*** PROVIDED RECORDS Section Begins ***

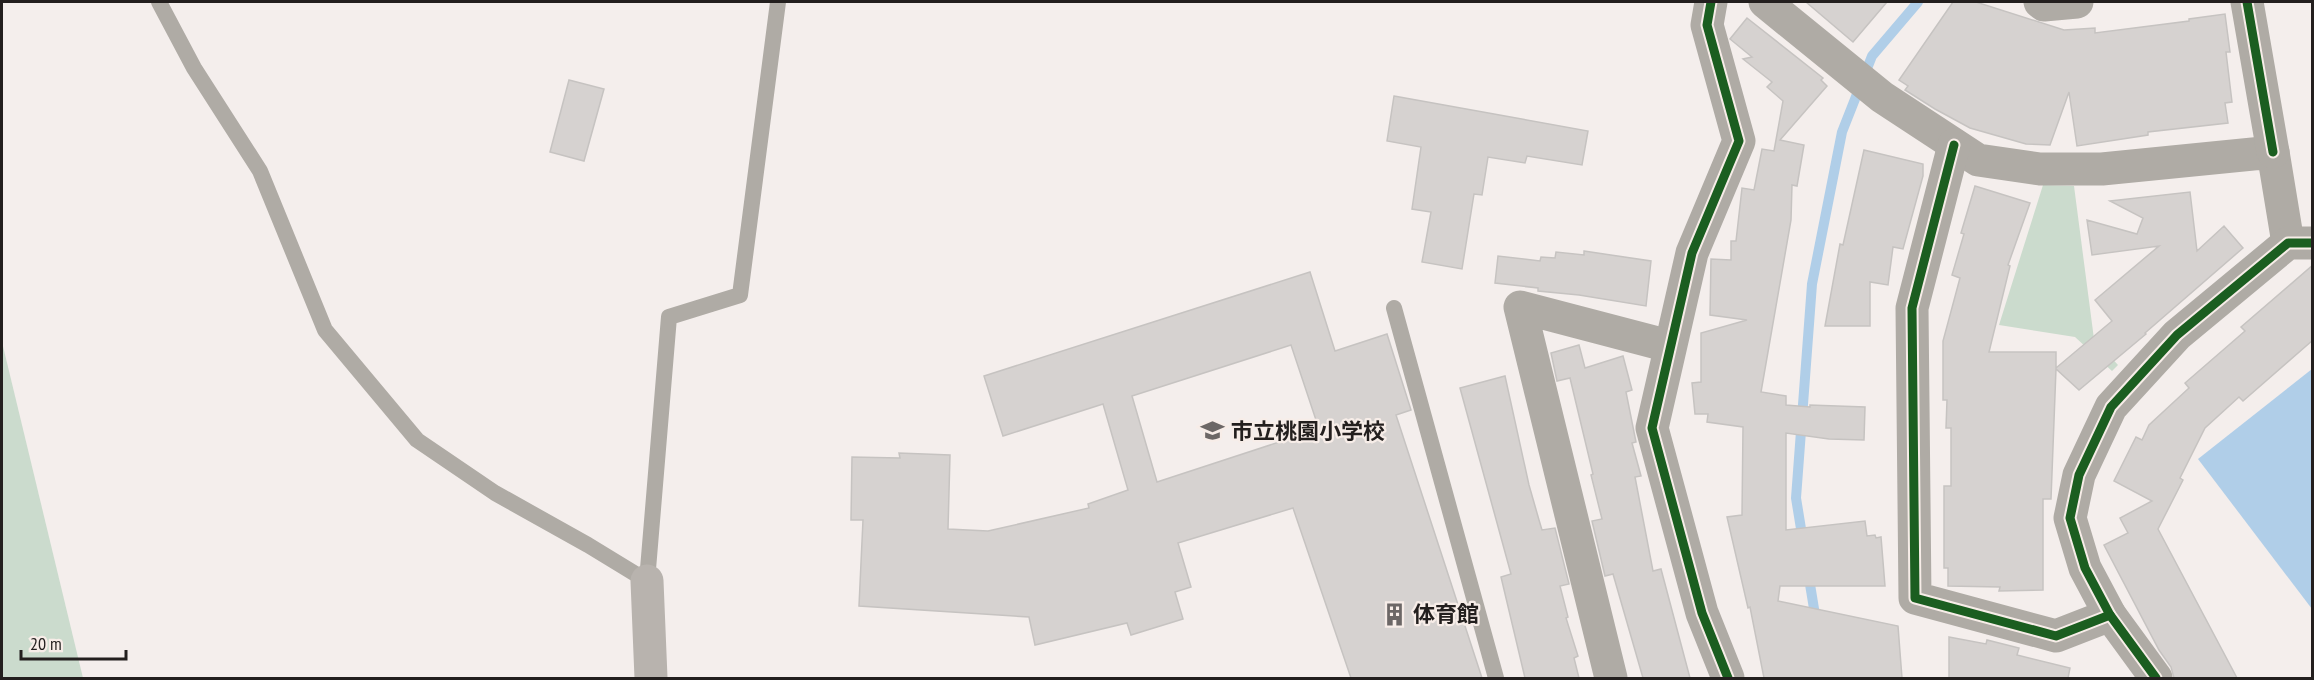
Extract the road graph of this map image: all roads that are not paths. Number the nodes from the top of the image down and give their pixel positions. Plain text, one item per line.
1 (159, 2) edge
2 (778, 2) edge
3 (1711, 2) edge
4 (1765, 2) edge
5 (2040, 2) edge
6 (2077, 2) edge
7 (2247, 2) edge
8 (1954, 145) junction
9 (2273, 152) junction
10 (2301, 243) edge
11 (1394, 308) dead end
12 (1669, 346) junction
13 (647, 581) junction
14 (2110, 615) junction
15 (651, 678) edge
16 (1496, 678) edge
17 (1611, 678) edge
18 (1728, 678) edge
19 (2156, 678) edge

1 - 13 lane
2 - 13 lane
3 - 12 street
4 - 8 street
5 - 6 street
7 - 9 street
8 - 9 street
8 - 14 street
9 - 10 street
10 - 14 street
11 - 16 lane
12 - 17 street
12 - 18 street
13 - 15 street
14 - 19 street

*** PROVIDED RECORDS Section Ends ***
*** PROVIDED RECORDS Section Begins ***

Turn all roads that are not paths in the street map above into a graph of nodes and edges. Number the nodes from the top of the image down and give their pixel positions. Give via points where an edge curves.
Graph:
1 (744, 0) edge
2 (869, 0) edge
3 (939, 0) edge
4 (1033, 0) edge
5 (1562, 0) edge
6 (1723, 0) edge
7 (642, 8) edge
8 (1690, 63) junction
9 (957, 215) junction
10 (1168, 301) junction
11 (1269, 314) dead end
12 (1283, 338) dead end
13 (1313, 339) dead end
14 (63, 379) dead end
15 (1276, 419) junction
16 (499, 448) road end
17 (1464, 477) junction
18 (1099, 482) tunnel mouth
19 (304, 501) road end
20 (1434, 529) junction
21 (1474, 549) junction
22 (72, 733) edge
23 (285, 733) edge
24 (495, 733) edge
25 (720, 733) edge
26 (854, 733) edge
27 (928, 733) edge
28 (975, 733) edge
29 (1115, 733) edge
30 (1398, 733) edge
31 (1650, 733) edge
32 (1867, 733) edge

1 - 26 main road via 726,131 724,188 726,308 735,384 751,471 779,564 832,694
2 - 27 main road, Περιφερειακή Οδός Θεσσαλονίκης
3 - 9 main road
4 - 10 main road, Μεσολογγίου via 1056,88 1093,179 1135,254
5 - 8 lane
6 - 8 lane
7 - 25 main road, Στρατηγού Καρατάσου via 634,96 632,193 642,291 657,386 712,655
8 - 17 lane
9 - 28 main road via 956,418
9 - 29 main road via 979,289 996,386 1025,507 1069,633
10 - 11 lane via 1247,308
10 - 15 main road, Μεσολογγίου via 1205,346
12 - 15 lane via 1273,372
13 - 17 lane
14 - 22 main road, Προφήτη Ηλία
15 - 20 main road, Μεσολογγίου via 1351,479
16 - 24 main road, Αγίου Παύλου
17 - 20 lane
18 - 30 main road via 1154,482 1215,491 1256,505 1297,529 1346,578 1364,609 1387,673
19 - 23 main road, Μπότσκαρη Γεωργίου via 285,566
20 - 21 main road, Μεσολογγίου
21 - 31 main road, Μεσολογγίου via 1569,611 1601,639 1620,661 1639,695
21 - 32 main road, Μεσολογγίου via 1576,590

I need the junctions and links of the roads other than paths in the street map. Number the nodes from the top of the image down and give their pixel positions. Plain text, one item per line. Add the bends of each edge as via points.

*** PROVIDED RECORDS Section Ends ***

### WHAT IS NEEDED
Given the entries above, count how many lines include the word "points"; respond with the number only.

### RESPONSE AREA
2